[Opening The input section]

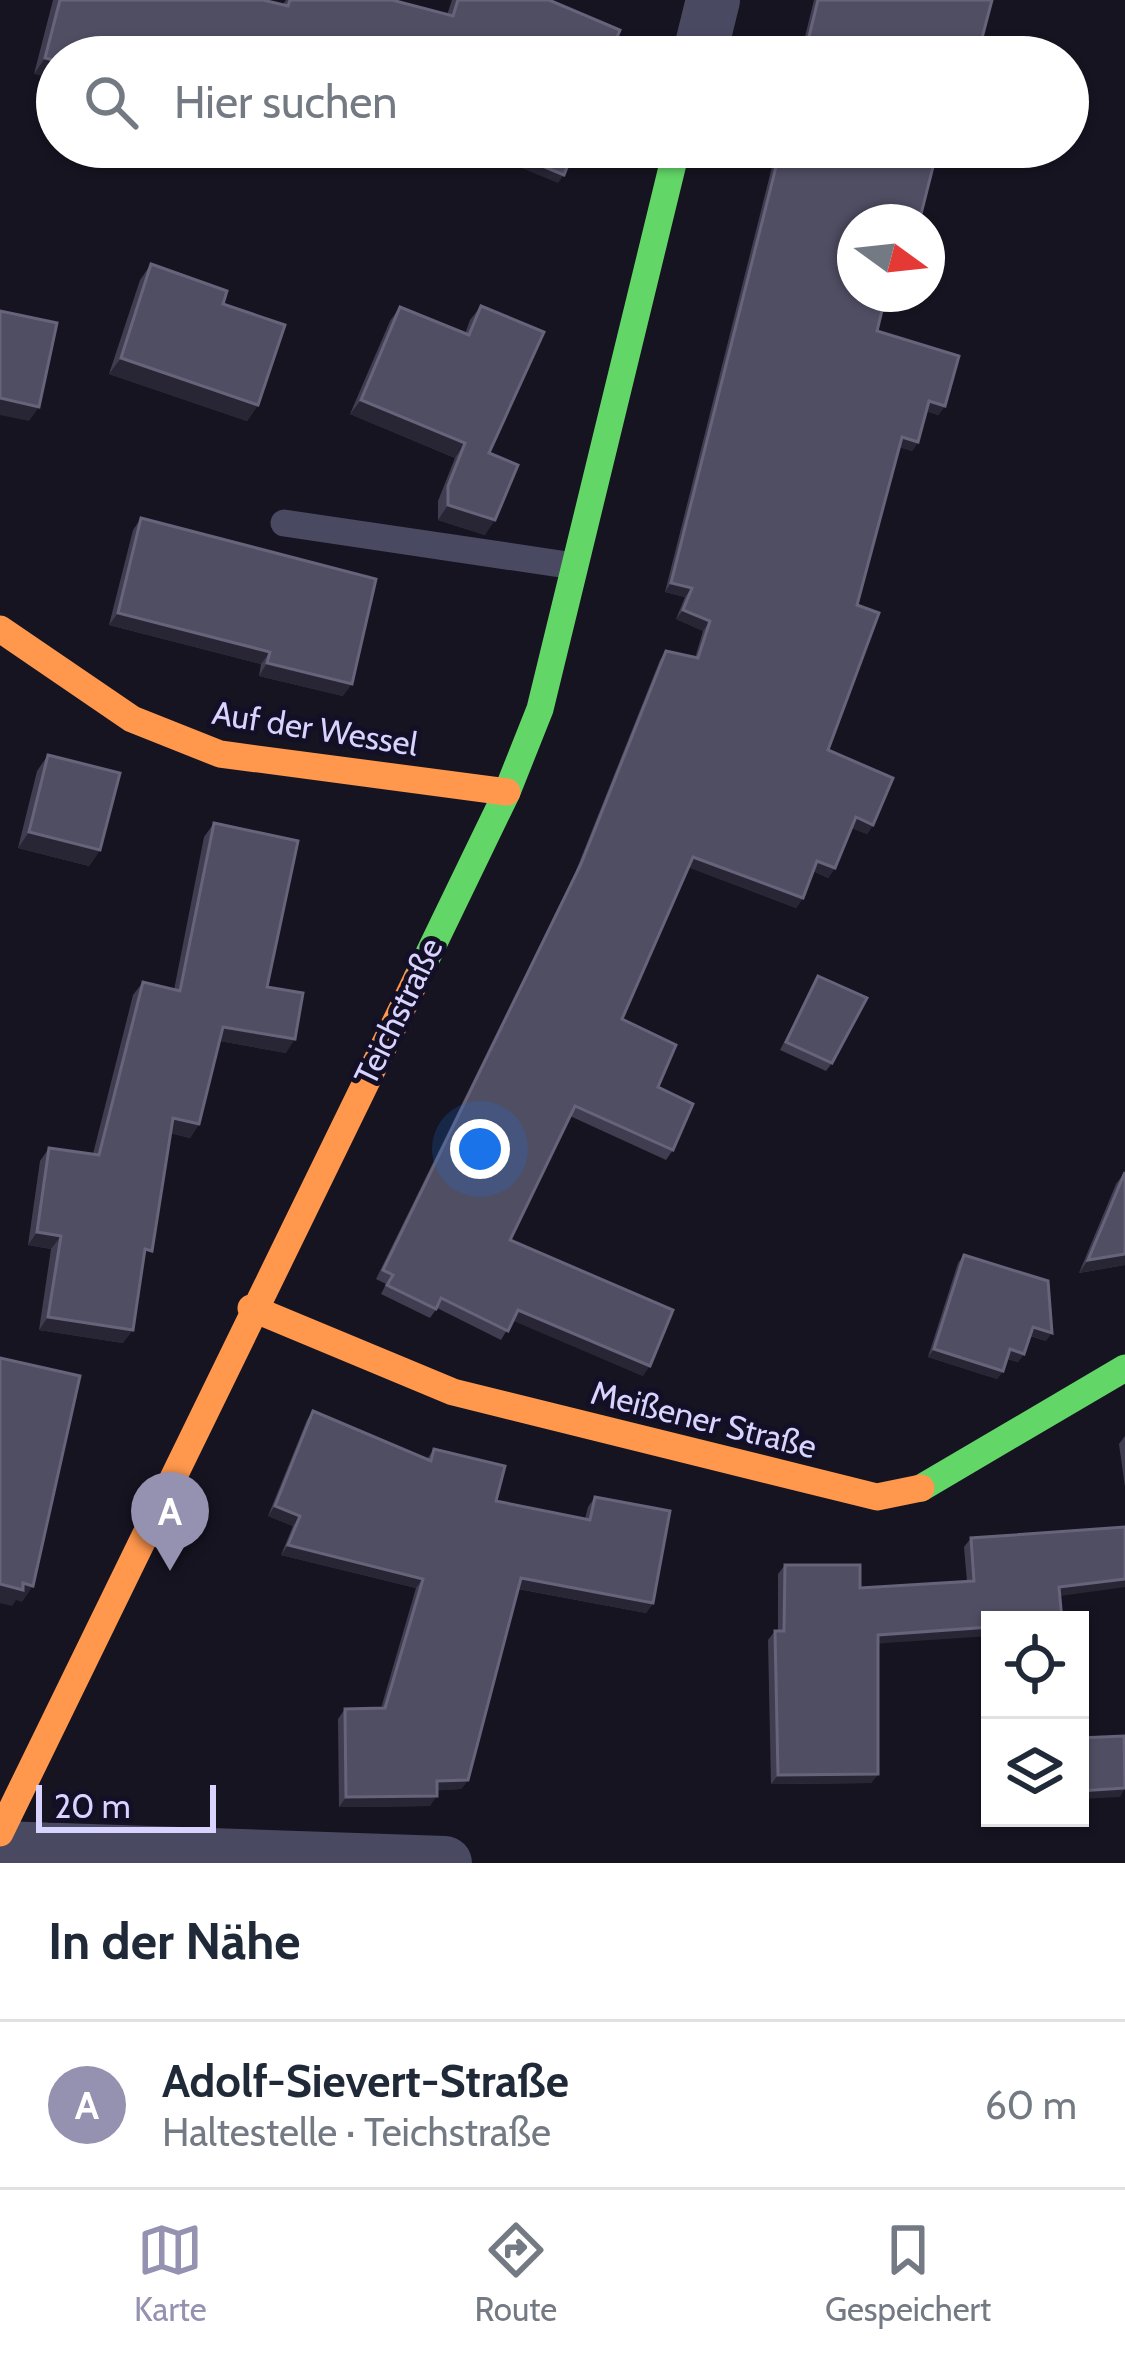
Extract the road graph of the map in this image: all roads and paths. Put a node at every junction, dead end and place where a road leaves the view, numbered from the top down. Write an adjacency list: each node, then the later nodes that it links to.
1 (713, 0): 2 (street)
2 (704, 36)
3 (672, 168): 5 (street, Teichstraße)
4 (284, 524): 5 (lane)
5 (574, 566): 7 (street, Teichstraße)
6 (0, 629): 7 (street, Auf der Wessel)
7 (507, 792): 8 (street, Teichstraße)
8 (251, 1308): 9 (street, Meißener Straße); 10 (street, Teichstraße)
9 (1125, 1368)
10 (0, 1833)
11 (0, 1848): 12 (street)
12 (445, 1863)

[Closing The input section]

The answer must be an exact restatement of all the records, with no pictures included.

Extract the road graph of the map in this image: all roads and paths. Put a node at every junction, dead end and place where a road leaves the view, numbered from the top down. Write an adjacency list: each node, then the later nodes that it links to.
1 (713, 0): 2 (street)
2 (704, 36)
3 (672, 168): 5 (street, Teichstraße)
4 (284, 524): 5 (lane)
5 (574, 566): 7 (street, Teichstraße)
6 (0, 629): 7 (street, Auf der Wessel)
7 (507, 792): 8 (street, Teichstraße)
8 (251, 1308): 9 (street, Meißener Straße); 10 (street, Teichstraße)
9 (1125, 1368)
10 (0, 1833)
11 (0, 1848): 12 (street)
12 (445, 1863)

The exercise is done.